• [WORK INSTRUCTIONS]: Exclude the pictures and transcribe the rest of the data below exactly.

Segment Open

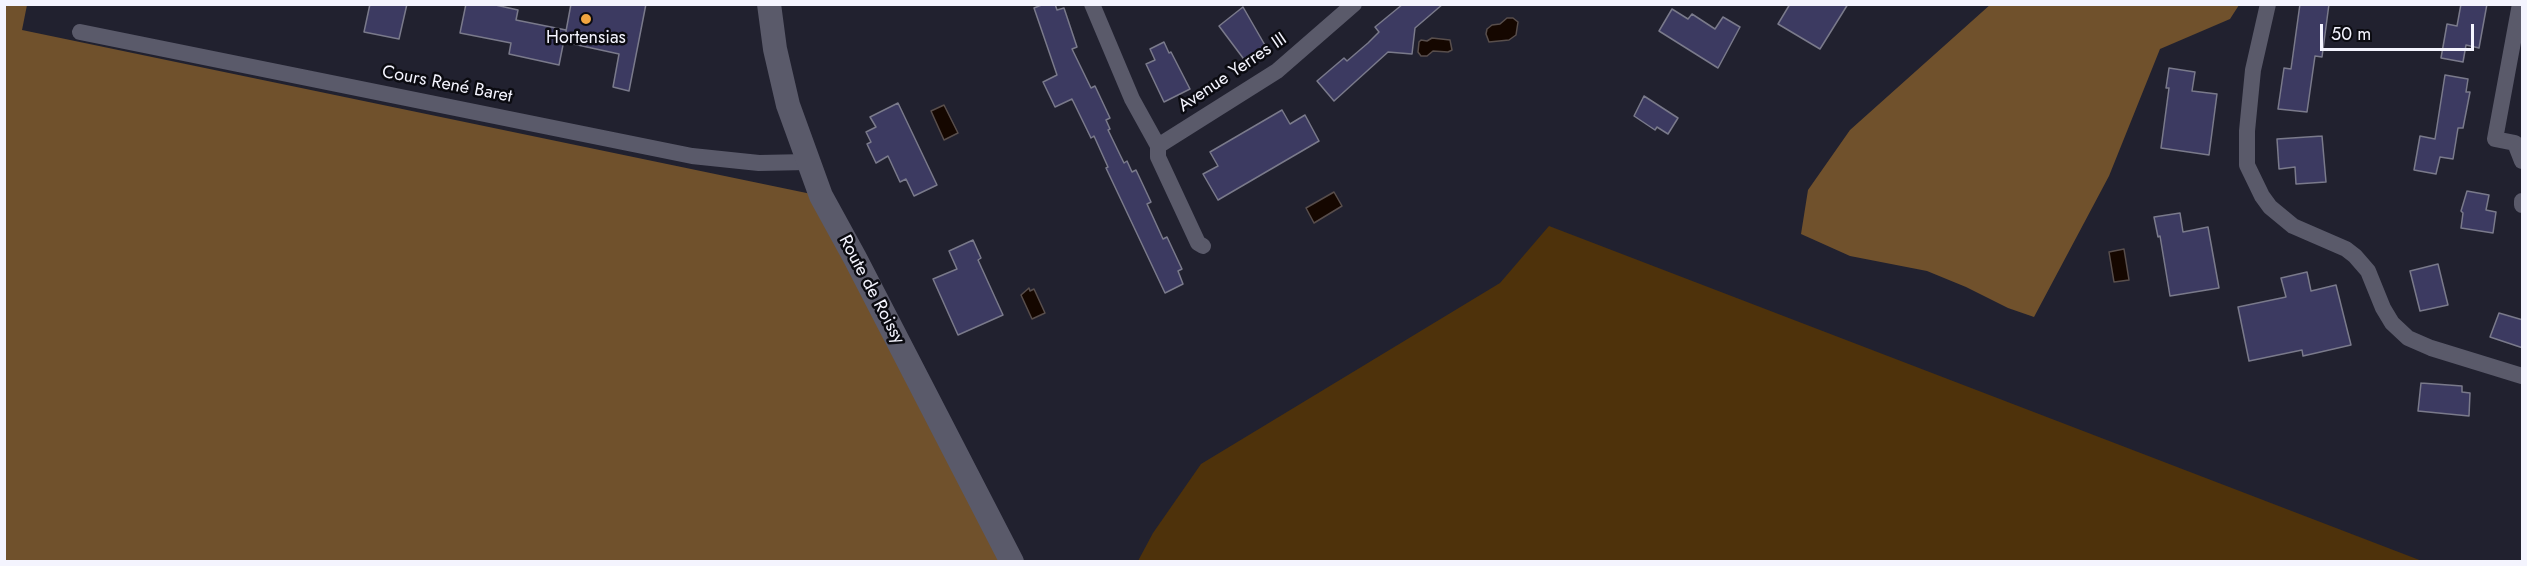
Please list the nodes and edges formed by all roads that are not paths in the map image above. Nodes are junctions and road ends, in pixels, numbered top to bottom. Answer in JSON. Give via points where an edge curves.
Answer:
{"nodes":[{"id":1,"x":769,"y":4,"type":"edge"},
{"id":2,"x":1092,"y":4,"type":"edge"},
{"id":3,"x":1354,"y":4,"type":"edge"},
{"id":4,"x":2268,"y":4,"type":"edge"},
{"id":5,"x":2520,"y":4,"type":"edge"},
{"id":6,"x":80,"y":32,"type":"dead end"},
{"id":7,"x":1158,"y":146,"type":"junction"},
{"id":8,"x":2523,"y":161,"type":"edge"},
{"id":9,"x":807,"y":162,"type":"junction"},
{"id":10,"x":1203,"y":246,"type":"dead end"},
{"id":11,"x":2523,"y":376,"type":"edge"},
{"id":12,"x":1012,"y":561,"type":"edge"}],
"edges":[{"from":1,"to":9,"type":"main road","name":"Route de Roissy","via":[[780,72]]},
{"from":2,"to":7,"type":"street","via":[[1132,99]]},
{"from":3,"to":7,"type":"street","name":"Avenue Yerres III","via":[[1276,71]]},
{"from":4,"to":11,"type":"street","via":[[2253,70],[2247,131],[2247,165],[2262,196],[2293,226],[2355,256],[2368,271],[2392,323],[2408,338]]},
{"from":5,"to":8,"type":"street","via":[[2495,139],[2515,143]]},
{"from":6,"to":9,"type":"street","name":"Cours René Baret","via":[[692,156]]},
{"from":7,"to":10,"type":"street","via":[[1158,157],[1198,243]]},
{"from":9,"to":12,"type":"main road","name":"Route de Roissy","via":[[821,196]]}]}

Segment Closed

• [YOUR RESPONSE]:
Please list the nodes and edges formed by all roads that are not paths in the map image above. Nodes are junctions and road ends, in pixels, numbered top to bottom. Answer in JSON. Give via points where an edge curves.
Answer:
{"nodes":[{"id":1,"x":769,"y":4,"type":"edge"},
{"id":2,"x":1092,"y":4,"type":"edge"},
{"id":3,"x":1354,"y":4,"type":"edge"},
{"id":4,"x":2268,"y":4,"type":"edge"},
{"id":5,"x":2520,"y":4,"type":"edge"},
{"id":6,"x":80,"y":32,"type":"dead end"},
{"id":7,"x":1158,"y":146,"type":"junction"},
{"id":8,"x":2523,"y":161,"type":"edge"},
{"id":9,"x":807,"y":162,"type":"junction"},
{"id":10,"x":1203,"y":246,"type":"dead end"},
{"id":11,"x":2523,"y":376,"type":"edge"},
{"id":12,"x":1012,"y":561,"type":"edge"}],
"edges":[{"from":1,"to":9,"type":"main road","name":"Route de Roissy","via":[[780,72]]},
{"from":2,"to":7,"type":"street","via":[[1132,99]]},
{"from":3,"to":7,"type":"street","name":"Avenue Yerres III","via":[[1276,71]]},
{"from":4,"to":11,"type":"street","via":[[2253,70],[2247,131],[2247,165],[2262,196],[2293,226],[2355,256],[2368,271],[2392,323],[2408,338]]},
{"from":5,"to":8,"type":"street","via":[[2495,139],[2515,143]]},
{"from":6,"to":9,"type":"street","name":"Cours René Baret","via":[[692,156]]},
{"from":7,"to":10,"type":"street","via":[[1158,157],[1198,243]]},
{"from":9,"to":12,"type":"main road","name":"Route de Roissy","via":[[821,196]]}]}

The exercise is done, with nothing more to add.